- [About this exercise]: Below are the records. List every line holding the word "Point".
#### Records shown
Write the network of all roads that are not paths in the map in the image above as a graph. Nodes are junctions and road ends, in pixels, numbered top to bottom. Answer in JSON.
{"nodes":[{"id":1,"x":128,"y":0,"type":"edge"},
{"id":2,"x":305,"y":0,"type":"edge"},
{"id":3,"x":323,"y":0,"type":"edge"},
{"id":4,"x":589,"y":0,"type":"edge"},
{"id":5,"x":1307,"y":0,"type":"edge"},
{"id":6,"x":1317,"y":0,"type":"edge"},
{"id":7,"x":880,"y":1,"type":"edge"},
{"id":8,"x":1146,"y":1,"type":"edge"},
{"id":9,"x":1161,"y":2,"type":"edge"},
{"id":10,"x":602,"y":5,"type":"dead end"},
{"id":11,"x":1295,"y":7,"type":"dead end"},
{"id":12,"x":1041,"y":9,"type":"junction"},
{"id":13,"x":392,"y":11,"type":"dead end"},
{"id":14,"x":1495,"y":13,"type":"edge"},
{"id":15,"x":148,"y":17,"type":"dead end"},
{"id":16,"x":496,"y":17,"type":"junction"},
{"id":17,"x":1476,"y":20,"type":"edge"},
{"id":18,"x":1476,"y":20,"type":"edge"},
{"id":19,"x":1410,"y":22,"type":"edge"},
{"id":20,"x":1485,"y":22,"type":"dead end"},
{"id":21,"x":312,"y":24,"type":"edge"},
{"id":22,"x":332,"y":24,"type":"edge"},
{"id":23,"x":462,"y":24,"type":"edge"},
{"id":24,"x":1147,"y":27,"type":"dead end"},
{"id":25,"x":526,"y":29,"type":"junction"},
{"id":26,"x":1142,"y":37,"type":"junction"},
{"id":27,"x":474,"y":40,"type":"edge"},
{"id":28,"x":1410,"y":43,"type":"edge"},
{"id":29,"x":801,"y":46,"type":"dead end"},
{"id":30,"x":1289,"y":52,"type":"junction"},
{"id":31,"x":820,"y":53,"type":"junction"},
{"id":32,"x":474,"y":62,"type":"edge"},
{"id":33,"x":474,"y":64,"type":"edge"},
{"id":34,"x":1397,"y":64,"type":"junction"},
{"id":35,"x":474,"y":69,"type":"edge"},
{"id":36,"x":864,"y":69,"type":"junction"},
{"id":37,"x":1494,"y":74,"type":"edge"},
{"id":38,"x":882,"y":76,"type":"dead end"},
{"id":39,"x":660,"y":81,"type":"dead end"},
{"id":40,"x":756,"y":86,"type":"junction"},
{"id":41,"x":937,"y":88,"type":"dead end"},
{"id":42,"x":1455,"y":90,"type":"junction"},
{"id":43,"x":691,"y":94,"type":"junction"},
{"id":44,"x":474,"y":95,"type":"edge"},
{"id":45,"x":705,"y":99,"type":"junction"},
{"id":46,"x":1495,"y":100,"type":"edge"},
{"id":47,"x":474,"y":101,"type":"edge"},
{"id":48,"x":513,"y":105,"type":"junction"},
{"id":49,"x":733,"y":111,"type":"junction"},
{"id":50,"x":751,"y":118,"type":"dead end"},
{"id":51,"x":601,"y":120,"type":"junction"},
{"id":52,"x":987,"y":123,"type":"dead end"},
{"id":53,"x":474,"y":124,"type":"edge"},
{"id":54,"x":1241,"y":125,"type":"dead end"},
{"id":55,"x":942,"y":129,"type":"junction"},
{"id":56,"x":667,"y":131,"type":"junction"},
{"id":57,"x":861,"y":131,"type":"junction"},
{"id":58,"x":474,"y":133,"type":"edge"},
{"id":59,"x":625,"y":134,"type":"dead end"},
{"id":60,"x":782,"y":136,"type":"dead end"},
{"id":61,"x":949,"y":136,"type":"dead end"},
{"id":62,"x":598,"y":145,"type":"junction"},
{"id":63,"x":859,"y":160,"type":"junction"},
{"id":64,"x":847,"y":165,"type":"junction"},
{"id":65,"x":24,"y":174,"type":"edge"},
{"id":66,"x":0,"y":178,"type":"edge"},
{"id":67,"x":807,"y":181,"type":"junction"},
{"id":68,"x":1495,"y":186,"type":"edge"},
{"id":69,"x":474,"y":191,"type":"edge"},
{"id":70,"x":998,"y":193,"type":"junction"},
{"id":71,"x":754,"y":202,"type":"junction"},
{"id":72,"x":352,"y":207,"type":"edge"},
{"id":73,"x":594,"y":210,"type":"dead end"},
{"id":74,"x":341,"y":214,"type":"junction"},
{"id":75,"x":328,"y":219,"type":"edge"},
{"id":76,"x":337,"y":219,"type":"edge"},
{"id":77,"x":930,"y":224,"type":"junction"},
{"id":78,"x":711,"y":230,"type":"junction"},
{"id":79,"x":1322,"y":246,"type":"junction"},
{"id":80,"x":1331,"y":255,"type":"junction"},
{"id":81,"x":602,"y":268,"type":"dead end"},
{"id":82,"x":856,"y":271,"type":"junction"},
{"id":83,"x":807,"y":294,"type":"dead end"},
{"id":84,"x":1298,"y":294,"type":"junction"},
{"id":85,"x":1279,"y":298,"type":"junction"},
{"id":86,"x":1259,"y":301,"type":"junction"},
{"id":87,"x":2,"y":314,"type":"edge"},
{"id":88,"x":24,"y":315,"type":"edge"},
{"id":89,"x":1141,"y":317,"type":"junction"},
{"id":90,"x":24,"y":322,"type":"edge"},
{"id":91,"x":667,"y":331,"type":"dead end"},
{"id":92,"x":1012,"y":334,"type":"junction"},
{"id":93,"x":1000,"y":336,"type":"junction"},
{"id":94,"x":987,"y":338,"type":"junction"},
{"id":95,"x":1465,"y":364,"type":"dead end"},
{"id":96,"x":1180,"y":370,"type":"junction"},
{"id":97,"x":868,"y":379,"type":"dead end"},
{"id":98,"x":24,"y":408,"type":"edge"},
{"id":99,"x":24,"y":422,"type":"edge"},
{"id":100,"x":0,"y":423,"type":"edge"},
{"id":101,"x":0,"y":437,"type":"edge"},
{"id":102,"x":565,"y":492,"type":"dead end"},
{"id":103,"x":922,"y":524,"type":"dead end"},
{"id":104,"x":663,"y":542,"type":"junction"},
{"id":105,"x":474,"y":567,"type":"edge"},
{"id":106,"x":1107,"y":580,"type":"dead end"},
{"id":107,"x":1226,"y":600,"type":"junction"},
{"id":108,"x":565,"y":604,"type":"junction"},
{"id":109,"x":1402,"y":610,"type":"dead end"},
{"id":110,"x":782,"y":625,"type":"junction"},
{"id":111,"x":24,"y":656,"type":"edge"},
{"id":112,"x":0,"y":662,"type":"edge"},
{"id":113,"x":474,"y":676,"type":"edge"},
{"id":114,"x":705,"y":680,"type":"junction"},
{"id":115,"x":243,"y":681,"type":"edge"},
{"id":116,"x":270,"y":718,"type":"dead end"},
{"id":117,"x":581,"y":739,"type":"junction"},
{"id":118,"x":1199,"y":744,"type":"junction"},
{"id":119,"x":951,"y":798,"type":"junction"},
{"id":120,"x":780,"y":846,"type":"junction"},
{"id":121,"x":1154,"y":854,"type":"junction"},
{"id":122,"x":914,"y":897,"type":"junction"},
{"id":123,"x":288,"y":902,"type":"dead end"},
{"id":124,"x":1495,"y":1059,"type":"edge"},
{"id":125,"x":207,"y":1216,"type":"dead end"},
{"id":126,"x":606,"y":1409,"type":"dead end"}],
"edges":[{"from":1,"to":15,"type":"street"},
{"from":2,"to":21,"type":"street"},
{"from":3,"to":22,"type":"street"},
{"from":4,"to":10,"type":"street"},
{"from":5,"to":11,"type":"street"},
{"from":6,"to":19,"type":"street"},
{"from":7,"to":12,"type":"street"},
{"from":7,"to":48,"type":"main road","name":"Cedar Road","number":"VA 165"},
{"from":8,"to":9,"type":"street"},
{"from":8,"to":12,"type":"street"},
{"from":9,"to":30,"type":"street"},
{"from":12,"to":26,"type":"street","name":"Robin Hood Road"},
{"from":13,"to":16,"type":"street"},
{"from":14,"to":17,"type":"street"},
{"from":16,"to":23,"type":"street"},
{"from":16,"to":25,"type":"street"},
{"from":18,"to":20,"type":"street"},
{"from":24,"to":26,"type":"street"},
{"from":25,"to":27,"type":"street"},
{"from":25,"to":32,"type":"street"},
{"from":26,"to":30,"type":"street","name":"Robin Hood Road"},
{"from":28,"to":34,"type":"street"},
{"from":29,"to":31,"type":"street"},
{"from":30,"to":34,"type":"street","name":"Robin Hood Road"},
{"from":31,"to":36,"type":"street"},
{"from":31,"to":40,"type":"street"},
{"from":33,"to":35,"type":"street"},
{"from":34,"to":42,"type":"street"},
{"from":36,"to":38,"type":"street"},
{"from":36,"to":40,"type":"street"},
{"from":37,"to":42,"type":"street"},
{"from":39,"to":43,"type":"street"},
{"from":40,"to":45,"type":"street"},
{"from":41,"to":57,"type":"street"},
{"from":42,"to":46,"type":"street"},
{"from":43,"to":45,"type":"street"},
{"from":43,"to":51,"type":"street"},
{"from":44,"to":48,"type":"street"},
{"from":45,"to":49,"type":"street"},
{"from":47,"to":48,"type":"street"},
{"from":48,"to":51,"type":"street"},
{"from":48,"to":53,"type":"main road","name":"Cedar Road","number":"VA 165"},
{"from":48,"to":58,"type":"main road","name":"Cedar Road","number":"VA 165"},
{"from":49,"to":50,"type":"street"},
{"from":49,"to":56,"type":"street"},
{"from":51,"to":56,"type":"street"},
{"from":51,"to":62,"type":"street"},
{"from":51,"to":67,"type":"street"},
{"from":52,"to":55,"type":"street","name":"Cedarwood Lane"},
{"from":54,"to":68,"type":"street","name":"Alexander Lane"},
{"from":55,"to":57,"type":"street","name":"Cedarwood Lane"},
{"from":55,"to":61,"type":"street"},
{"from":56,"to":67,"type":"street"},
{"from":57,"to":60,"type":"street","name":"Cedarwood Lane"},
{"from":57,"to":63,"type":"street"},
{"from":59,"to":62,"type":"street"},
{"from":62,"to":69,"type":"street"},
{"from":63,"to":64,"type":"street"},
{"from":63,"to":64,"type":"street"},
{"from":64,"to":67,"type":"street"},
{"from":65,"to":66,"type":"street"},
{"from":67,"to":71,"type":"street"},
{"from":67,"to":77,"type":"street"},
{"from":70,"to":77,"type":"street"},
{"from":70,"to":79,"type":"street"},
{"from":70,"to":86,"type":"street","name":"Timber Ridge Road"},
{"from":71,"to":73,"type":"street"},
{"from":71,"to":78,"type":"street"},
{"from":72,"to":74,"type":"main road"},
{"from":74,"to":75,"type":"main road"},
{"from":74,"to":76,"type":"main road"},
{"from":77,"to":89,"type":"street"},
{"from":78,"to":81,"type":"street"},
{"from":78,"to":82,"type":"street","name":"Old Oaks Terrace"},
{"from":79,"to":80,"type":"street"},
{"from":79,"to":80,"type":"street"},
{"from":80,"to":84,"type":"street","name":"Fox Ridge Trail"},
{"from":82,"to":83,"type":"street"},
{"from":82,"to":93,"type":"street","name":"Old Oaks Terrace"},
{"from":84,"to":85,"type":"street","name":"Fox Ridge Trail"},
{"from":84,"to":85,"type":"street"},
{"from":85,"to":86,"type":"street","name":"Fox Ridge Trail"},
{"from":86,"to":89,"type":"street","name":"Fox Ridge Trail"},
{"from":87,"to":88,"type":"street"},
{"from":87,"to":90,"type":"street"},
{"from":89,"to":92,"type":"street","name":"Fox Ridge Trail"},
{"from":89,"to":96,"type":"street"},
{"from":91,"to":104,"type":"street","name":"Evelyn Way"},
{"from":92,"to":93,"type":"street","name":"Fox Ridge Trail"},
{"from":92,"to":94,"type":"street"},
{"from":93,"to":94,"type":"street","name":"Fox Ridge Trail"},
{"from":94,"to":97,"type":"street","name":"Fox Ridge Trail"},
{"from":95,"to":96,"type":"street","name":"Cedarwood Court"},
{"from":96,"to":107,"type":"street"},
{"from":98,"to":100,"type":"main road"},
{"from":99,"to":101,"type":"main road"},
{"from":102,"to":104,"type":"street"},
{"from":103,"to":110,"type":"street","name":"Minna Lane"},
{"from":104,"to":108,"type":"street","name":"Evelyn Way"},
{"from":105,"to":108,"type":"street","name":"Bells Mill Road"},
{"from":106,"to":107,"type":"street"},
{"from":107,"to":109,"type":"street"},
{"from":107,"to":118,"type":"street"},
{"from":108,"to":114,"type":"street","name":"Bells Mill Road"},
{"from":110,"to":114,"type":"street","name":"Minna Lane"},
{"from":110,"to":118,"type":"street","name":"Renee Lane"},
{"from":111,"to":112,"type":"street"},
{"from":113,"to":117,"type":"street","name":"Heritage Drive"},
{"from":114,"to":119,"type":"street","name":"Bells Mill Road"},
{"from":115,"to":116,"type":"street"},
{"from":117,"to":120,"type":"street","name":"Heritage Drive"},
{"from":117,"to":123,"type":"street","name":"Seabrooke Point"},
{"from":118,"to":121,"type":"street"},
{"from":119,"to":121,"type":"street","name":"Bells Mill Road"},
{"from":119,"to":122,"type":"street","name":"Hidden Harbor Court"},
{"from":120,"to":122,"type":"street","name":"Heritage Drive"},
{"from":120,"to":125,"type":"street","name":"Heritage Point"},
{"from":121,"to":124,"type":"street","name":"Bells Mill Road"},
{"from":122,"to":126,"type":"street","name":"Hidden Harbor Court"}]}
########
- [Output for this exercise]:
{"from":117,"to":123,"type":"street","name":"Seabrooke Point"},
{"from":120,"to":125,"type":"street","name":"Heritage Point"},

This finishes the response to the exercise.